TASK DIRECTIONS :: The lines to copy are those in the listing that hold the word "JALAN".

Segment Start: RECORDED INFORMATION

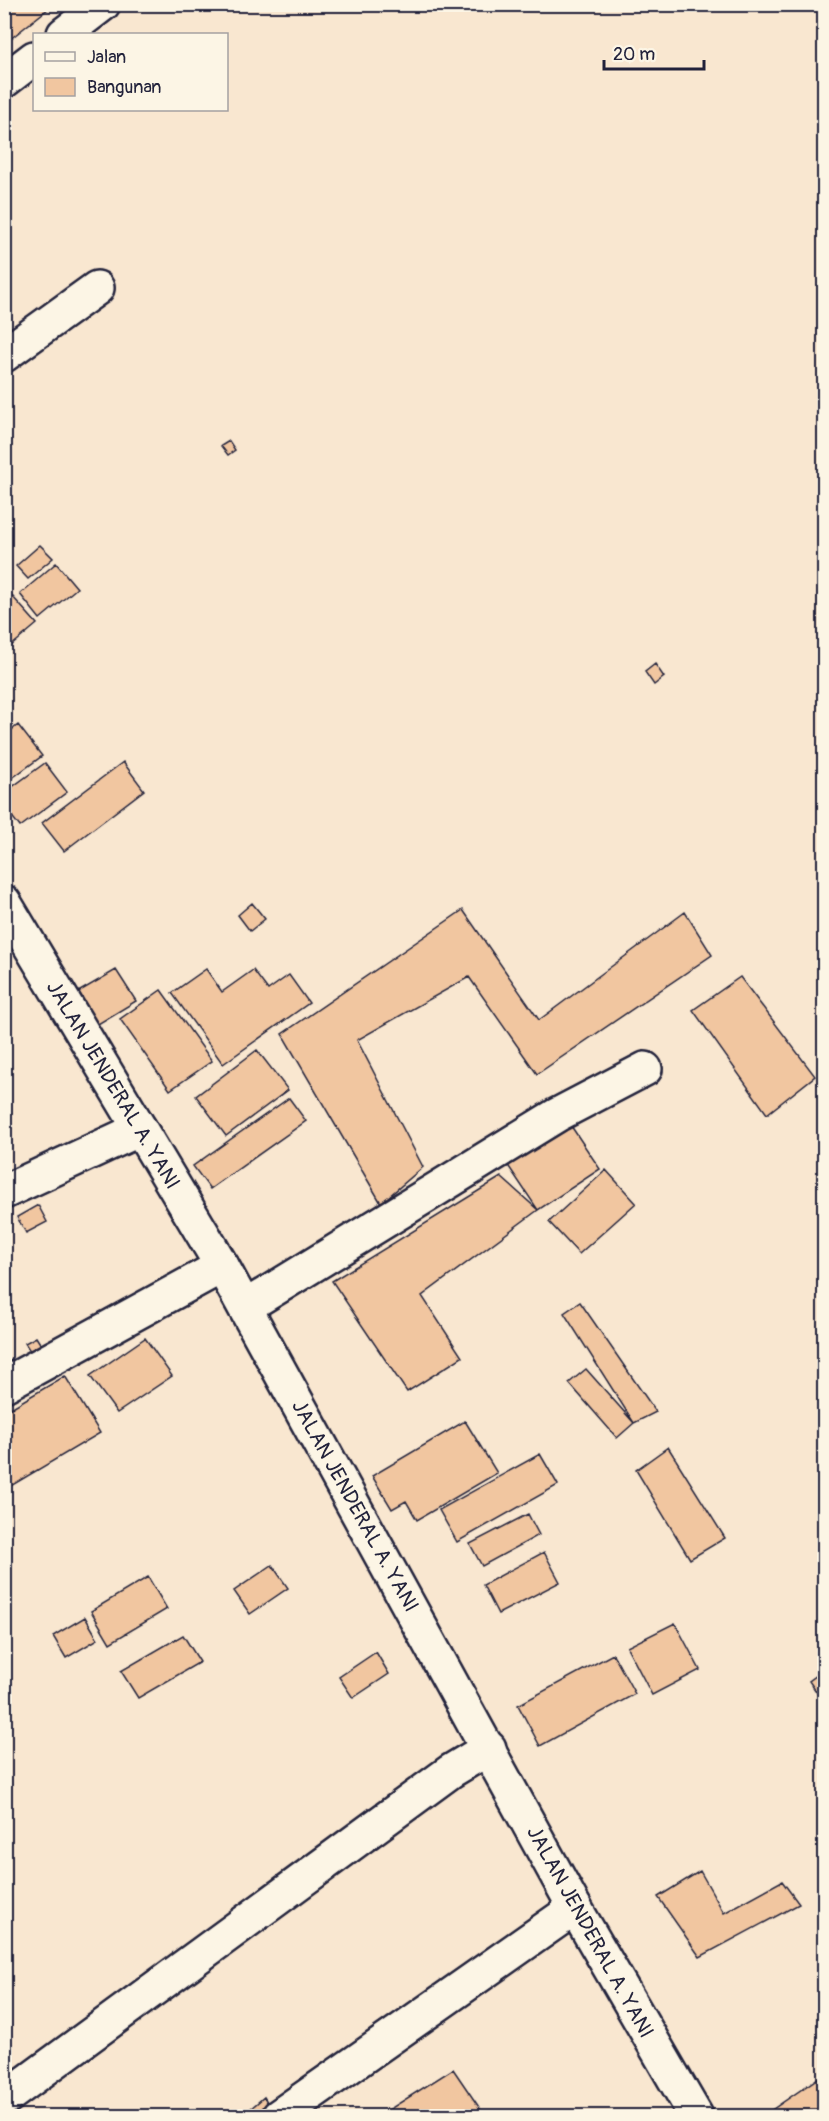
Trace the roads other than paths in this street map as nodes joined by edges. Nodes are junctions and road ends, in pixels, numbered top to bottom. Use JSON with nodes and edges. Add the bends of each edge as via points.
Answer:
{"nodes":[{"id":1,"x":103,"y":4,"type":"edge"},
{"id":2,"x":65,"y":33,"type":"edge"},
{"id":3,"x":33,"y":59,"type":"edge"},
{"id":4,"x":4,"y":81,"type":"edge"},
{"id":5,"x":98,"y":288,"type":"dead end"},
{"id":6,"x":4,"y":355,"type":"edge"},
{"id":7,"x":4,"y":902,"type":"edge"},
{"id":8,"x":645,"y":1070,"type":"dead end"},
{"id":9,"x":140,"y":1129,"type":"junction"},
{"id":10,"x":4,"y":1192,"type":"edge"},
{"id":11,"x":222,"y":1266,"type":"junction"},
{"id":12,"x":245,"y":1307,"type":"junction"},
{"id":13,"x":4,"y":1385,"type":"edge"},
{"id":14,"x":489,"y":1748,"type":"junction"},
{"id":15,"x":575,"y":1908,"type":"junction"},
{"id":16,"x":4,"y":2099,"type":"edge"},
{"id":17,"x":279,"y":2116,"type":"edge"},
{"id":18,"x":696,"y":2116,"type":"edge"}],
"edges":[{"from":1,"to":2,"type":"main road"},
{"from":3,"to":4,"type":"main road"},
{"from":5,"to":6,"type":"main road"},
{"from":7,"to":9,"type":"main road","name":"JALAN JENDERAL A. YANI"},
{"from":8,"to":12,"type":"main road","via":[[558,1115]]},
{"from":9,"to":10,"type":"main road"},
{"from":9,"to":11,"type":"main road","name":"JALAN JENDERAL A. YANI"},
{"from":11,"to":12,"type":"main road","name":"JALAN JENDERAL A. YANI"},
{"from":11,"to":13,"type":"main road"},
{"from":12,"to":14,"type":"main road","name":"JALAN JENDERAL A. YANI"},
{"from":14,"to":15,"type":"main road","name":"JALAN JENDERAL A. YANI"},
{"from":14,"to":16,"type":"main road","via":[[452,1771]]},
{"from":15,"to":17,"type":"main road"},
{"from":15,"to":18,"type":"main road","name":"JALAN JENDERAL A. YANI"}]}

Segment End: RECORDED INFORMATION

TASK RESULT ::
{"from":7,"to":9,"type":"main road","name":"JALAN JENDERAL A. YANI"},
{"from":9,"to":11,"type":"main road","name":"JALAN JENDERAL A. YANI"},
{"from":11,"to":12,"type":"main road","name":"JALAN JENDERAL A. YANI"},
{"from":12,"to":14,"type":"main road","name":"JALAN JENDERAL A. YANI"},
{"from":14,"to":15,"type":"main road","name":"JALAN JENDERAL A. YANI"},
{"from":15,"to":18,"type":"main road","name":"JALAN JENDERAL A. YANI"}]}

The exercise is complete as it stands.